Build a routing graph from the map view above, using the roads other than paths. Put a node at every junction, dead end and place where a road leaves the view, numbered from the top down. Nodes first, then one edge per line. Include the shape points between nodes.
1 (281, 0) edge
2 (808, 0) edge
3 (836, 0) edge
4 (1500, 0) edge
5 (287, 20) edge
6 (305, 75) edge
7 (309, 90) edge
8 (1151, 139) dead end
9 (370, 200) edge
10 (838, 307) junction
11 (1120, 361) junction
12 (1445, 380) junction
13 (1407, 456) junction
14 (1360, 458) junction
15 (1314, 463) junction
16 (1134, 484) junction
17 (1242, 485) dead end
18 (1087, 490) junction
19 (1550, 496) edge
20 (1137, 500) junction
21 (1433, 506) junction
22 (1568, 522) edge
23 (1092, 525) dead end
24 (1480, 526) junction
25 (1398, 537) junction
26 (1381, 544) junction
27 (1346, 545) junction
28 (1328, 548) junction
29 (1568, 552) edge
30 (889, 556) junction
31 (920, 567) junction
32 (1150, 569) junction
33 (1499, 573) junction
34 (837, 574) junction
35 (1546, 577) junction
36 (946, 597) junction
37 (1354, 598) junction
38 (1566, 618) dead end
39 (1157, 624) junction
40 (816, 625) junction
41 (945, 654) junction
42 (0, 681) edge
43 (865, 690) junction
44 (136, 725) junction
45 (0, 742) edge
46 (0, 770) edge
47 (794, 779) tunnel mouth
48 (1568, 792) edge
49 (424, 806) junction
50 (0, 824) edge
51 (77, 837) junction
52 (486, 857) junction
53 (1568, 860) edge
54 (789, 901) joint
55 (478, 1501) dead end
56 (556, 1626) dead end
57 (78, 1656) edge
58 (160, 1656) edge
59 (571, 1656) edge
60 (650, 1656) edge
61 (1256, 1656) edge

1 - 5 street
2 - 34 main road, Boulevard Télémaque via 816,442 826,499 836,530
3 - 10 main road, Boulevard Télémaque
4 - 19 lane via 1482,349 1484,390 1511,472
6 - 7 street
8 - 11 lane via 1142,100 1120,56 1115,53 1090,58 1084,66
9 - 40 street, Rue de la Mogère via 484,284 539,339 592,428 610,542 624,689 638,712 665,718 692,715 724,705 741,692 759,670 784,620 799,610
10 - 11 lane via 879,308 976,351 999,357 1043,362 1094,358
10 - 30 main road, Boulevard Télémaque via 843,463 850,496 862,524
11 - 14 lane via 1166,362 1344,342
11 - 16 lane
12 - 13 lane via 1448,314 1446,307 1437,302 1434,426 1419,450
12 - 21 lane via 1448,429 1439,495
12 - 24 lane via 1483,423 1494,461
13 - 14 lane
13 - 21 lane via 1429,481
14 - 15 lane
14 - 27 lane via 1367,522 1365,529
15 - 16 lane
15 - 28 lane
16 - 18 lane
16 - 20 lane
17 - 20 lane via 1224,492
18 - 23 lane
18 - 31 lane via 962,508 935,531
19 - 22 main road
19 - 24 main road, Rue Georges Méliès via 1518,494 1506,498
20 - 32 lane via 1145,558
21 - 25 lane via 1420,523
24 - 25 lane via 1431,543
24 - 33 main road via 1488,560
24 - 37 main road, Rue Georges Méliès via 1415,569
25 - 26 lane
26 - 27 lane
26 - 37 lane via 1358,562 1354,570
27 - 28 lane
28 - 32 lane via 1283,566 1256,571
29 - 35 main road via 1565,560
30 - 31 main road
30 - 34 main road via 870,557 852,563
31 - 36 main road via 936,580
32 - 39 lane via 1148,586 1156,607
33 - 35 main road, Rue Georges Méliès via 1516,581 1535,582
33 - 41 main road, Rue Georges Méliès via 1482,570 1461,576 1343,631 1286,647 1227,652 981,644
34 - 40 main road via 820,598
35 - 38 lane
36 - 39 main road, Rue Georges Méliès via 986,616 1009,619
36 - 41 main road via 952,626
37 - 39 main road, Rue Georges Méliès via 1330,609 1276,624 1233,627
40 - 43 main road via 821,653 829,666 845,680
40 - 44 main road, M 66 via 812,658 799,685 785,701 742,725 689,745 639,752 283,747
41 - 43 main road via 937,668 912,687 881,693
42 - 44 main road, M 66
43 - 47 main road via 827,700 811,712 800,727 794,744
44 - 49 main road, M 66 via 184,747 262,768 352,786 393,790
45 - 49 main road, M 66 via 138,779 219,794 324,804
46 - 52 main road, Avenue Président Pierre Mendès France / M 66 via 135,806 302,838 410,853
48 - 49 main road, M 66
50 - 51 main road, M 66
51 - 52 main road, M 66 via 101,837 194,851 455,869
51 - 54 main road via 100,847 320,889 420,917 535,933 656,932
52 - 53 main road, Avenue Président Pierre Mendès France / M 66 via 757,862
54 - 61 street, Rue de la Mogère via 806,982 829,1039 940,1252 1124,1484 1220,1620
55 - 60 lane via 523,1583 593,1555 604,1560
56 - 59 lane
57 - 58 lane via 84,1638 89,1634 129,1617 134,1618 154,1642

→ HOW TO COMPLETE THIS TASK
The string to find is "Président"; copy every line of the listing that has it.

→ PROBLEM SOLUTION
46 - 52 main road, Avenue Président Pierre Mendès France / M 66 via 135,806 302,838 410,853
52 - 53 main road, Avenue Président Pierre Mendès France / M 66 via 757,862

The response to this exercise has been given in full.